Trial Compares Accuracy For Virtual Colonoscopy, Standard Colonoscopy
Computerized tomographic (CT) colonography, also known as virtual colonoscopy, is comparable to standard colonoscopy, which uses a long, flexible tube with a camera to view the lining of the colon, in its ability to accurately detect cancer and precancerous polyps and could serve as an initial screening exam for colorectal cancer, according to the results of the American College of Radiology Imaging Network (ACRIN) National CT Colonography Trial.
CT colonography employs virtual reality technology to produce a three-dimensional visualization that permits a thorough and minimally invasive evaluation of the entire colon and rectum. The ACRIN trial, sponsored by the National Cancer Institute (NCI), part of the National Institutes of Health (NIH), enrolled more than 2,600 patients at 15 sites nationwide. It is the largest multi-center study to compare the accuracy of state-of-the-art CT colonography to the gold standard of conventional colonoscopy.
"CT colonography could be adopted into the mainstream of clinical practice as a primary option for colorectal cancer screening. We hope that this additional, less-invasive option for cancer screening will lead more people to get screened and will ultimately result in fewer deaths from colorectal cancer," said ACRIN National CT Colonography Trial principal investigator C. Daniel Johnson, M.D., of the Mayo Clinic in Scottsdale, Ariz.
Colorectal cancer is the third most frequently diagnosed cancer and second leading cause of cancer death in men and women in the United States. Although screening recommendations vary somewhat, many recommend that adults aged 50 and older in the general population receive a colonoscopy every 10 years or more frequently, depending on known risk factors. Yet, despite the known benefits of screening, studies indicate that the majority of Americans age 50 and older are not being screened for the disease.
"Imaging advances such as virtual colonoscopy are an important step forward that could potentially increase the number of people who would agree to be screened. We hope, through continued imaging research and the development of molecular diagnostic techniques, that we will continue to improve our screening options in the years ahead and, as a result, continue to see a decline in the incidence of colorectal cancer," said NCI Director John E. Niederhuber, M.D.
"Previous single-site studies had indicated that CT colonography held promise in screening for colorectal cancer due to its accuracy, safety, cost-effectiveness, and patient acceptability. However, validation of the technique across multiple centers and radiologists was needed to provide more evidence of the exam's viability. The ACRIN trial has now validated that CT colonography could serve as an initial screening exam for the population in which screening is indicated," said Mei-Hsiu Chen, Ph.D., trial statistician, ACRIN Biostatistics and Data Management Center, Brown University, Providence, R.I.

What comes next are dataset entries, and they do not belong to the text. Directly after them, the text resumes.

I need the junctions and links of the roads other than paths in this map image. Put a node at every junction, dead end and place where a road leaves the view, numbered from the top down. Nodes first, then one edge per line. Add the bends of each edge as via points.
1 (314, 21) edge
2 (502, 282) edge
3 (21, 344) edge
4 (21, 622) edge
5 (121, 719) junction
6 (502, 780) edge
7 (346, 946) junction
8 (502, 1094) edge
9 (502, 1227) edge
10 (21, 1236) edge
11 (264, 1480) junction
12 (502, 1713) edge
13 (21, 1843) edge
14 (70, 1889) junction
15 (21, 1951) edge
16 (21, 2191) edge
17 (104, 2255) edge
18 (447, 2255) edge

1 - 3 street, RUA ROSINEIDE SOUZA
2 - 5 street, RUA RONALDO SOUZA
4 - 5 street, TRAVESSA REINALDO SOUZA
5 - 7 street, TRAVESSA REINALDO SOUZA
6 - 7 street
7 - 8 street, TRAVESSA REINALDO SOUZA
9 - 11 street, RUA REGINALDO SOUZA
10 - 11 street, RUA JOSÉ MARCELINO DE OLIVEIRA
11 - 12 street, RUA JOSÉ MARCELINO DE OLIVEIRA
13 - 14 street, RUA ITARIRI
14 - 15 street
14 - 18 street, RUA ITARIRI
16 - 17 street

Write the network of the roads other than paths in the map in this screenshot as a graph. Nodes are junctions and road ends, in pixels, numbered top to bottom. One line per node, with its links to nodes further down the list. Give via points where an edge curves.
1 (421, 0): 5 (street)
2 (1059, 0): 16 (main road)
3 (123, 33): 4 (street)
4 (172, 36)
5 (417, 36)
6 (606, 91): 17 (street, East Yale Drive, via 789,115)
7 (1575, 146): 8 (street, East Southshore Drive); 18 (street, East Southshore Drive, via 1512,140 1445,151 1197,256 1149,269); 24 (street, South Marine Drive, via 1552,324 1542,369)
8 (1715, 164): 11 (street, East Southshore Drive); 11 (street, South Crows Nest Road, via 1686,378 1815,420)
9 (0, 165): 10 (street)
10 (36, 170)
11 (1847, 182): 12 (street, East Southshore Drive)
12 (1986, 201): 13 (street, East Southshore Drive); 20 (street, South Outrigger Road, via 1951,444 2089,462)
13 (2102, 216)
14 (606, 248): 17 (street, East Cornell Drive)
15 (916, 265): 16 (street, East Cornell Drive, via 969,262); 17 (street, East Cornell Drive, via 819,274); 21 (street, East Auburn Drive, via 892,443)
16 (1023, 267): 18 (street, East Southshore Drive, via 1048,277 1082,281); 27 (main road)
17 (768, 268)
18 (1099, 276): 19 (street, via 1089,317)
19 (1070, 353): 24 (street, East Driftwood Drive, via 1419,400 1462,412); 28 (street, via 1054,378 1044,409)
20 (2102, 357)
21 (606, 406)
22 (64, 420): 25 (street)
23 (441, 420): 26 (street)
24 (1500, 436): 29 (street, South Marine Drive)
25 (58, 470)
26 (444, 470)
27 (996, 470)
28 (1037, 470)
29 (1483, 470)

In the ACRIN trial, the CT colonography findings were evaluated using standard colonoscopy as the reference standard. CT colonography was found to be highly accurate for the detection of intermediate and large polyps. Ninety percent of the polyps 1 centimeter or larger were detected by CT colonography. Even polyps as small as one half centimeter were detected by CT colonography with a high degree of accuracy. Since most colon cancers develop from polyps, and screening to find and remove these polyps can prevent colon cancer, an opportunity exists to save lives with early detection.
"There are clearly clinical settings in which CT colonography, colonoscopy, or both tests in combination offer distinct advantages. The most important advice we can give to patients is to get screened. How they get screened should be an individual decision based upon discussions between patients and their providers," said gastroenterologist and study author Paul Limburg, M.D., Mayo Clinic in Rochester, Minn.
Study participants had to be at least 50 years old, scheduled for a screening colonoscopy, and not have received a colonoscopy in the past five years. Each participant had a CT colonography followed by a colonoscopy, with 99 percent of both exams accomplished on the same day. Participants scheduled for a screening colonoscopy were recruited with assistance from gastroenterologists at each participating site. Preparation for CT colonography and colonoscopy both involve taking solutions to clear and cleanse the colon.
Research advocates played an important role in advising the scientists who conducted this study. "As the ACRIN patient advocate who worked with the research team and as a research advocate with C3: Colorectal Cancer Coalition, I am pleased that CT colonography can be added to the list of screening options. Having a method that is accurate and comprehensive while being minimally invasive is needed if we are to succeed in substantially reducing deaths from colorectal cancers," said Pam McAllister, Madison, Wis.